#### Your task:
Below are records; copy every line among them that contains the word "الجامعة".
─── Given records
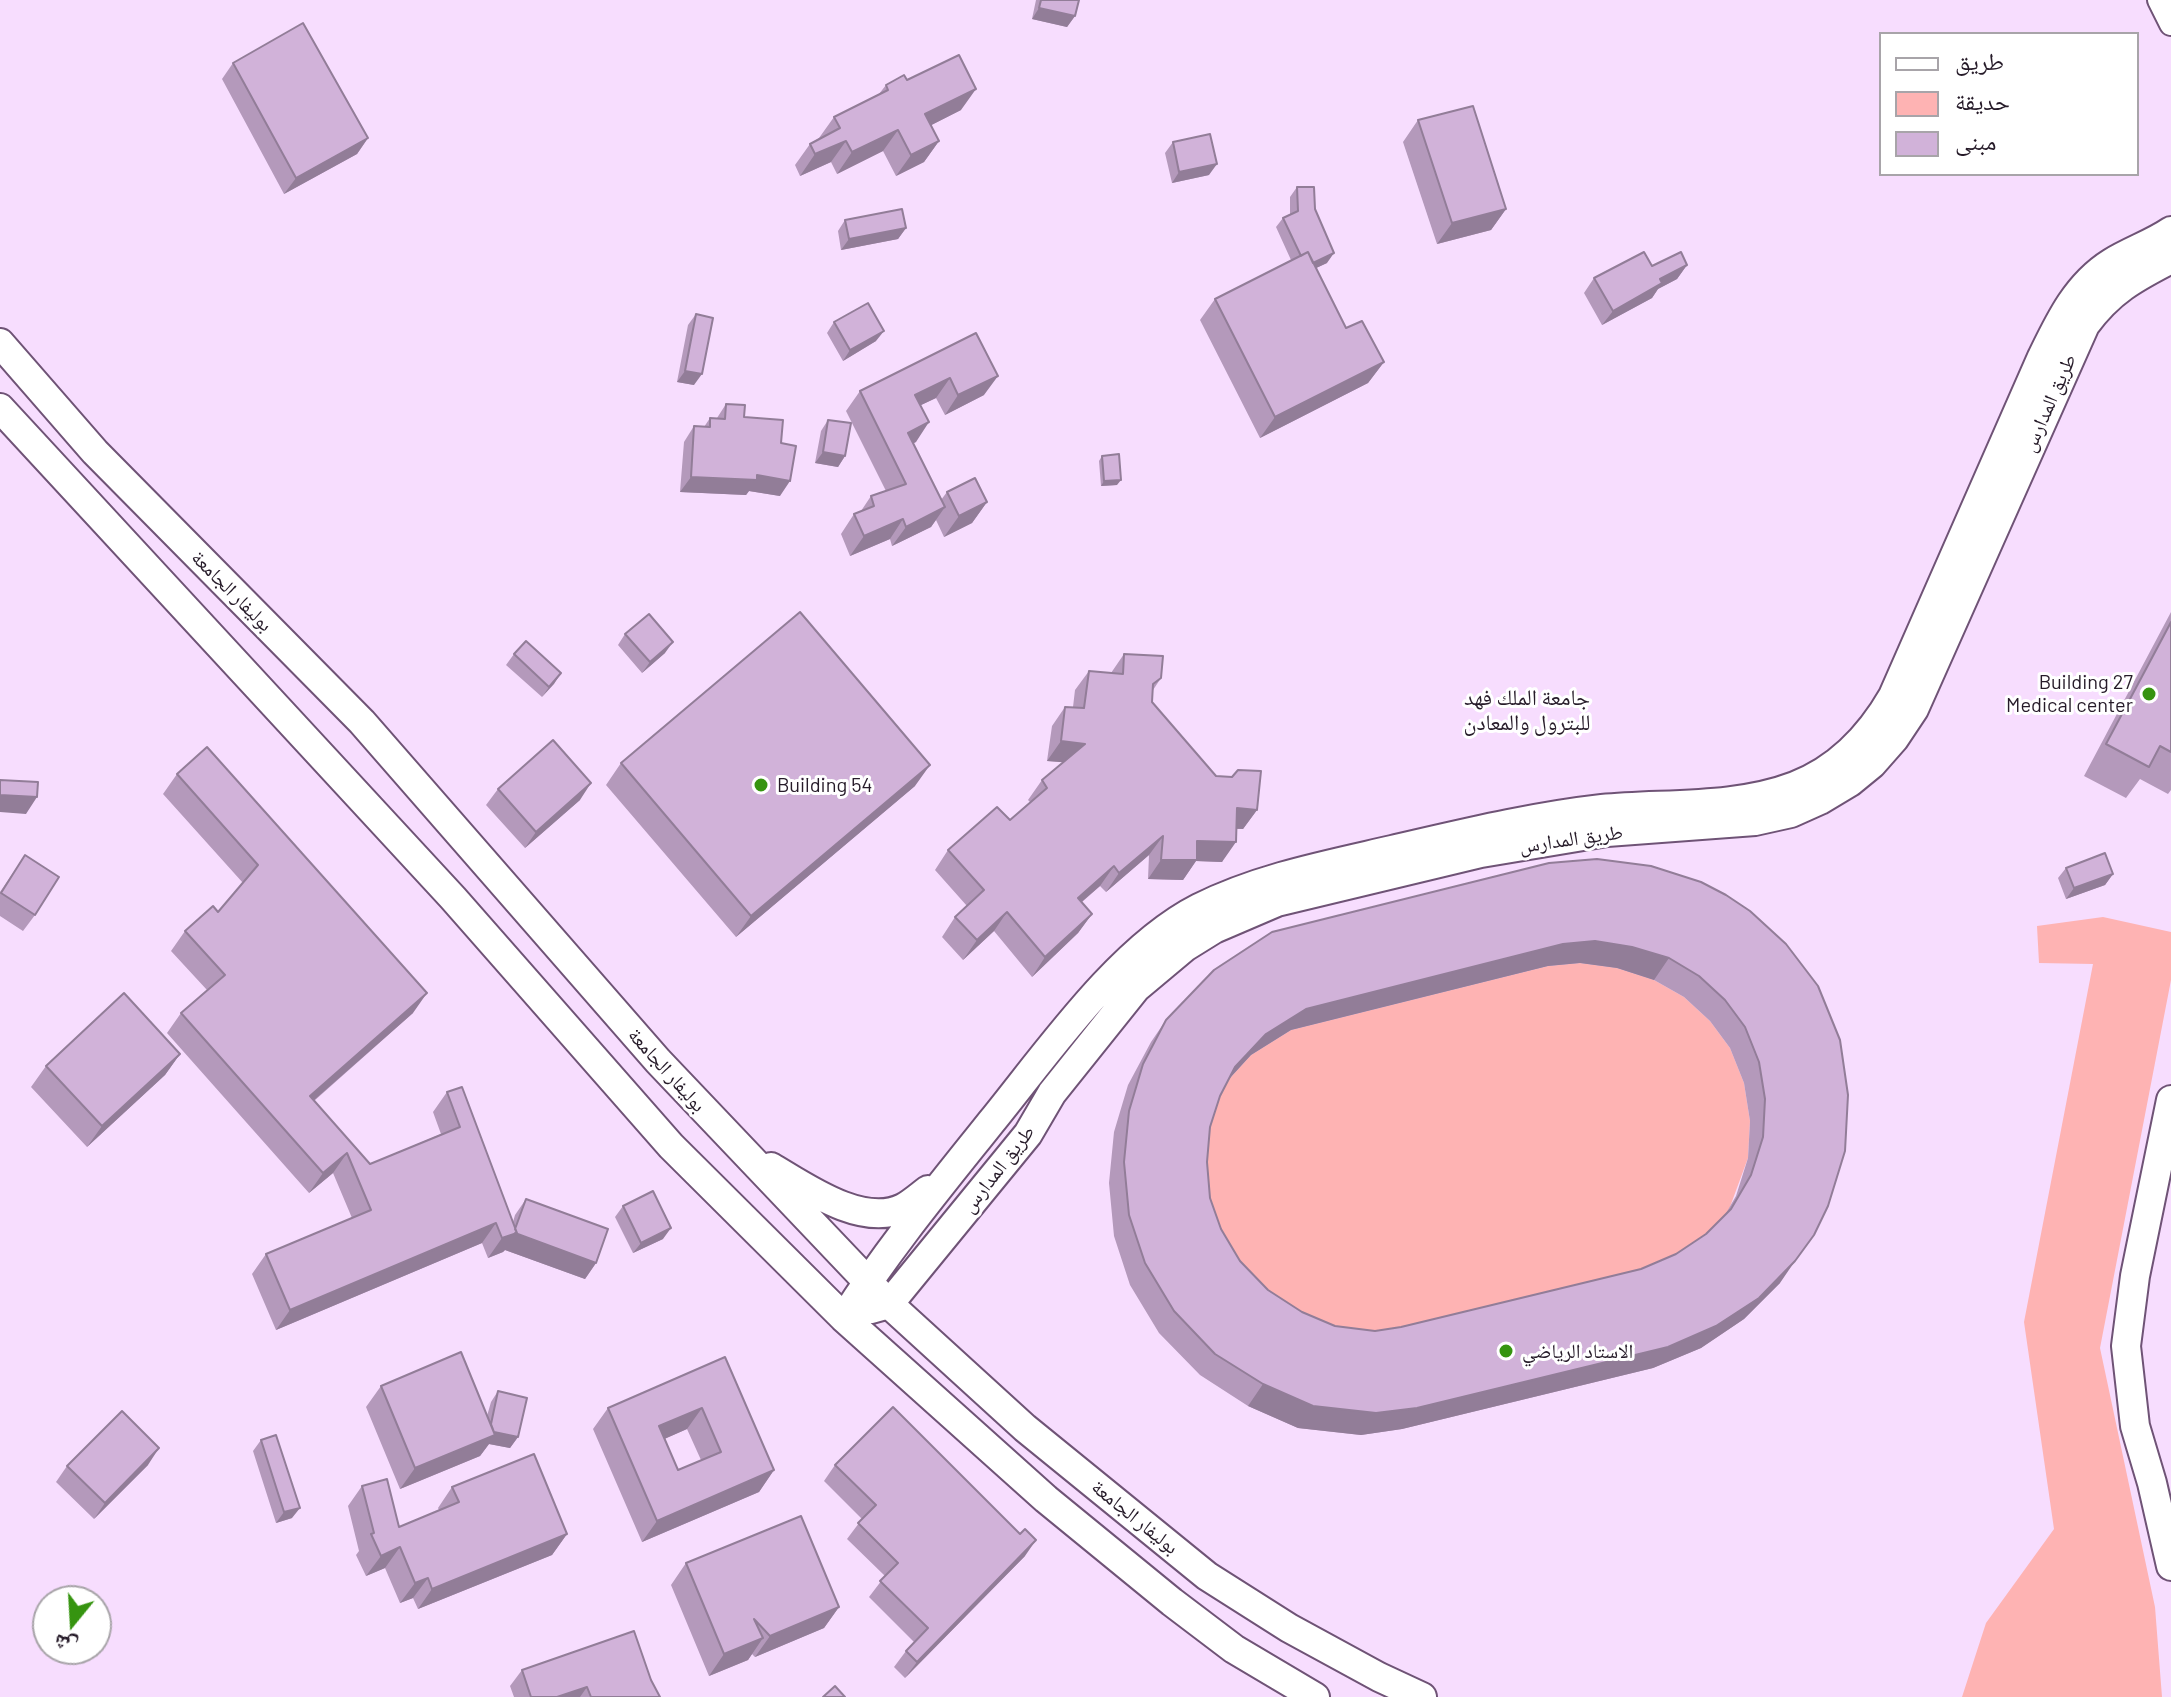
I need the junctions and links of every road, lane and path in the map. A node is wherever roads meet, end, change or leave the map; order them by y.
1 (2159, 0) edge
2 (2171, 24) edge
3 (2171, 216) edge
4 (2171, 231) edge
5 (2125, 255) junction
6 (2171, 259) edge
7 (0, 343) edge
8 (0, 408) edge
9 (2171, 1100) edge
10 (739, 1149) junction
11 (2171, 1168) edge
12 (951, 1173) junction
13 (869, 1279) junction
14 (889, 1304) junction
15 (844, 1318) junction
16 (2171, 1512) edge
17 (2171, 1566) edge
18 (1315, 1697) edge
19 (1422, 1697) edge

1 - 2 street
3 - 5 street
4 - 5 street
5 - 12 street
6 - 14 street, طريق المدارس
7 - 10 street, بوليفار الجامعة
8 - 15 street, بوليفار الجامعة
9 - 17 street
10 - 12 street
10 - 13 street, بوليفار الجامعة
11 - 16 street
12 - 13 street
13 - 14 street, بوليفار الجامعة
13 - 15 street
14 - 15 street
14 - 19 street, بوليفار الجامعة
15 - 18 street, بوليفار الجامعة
──────
#### Finished exercise:
7 - 10 street, بوليفار الجامعة
8 - 15 street, بوليفار الجامعة
10 - 13 street, بوليفار الجامعة
13 - 14 street, بوليفار الجامعة
14 - 19 street, بوليفار الجامعة
15 - 18 street, بوليفار الجامعة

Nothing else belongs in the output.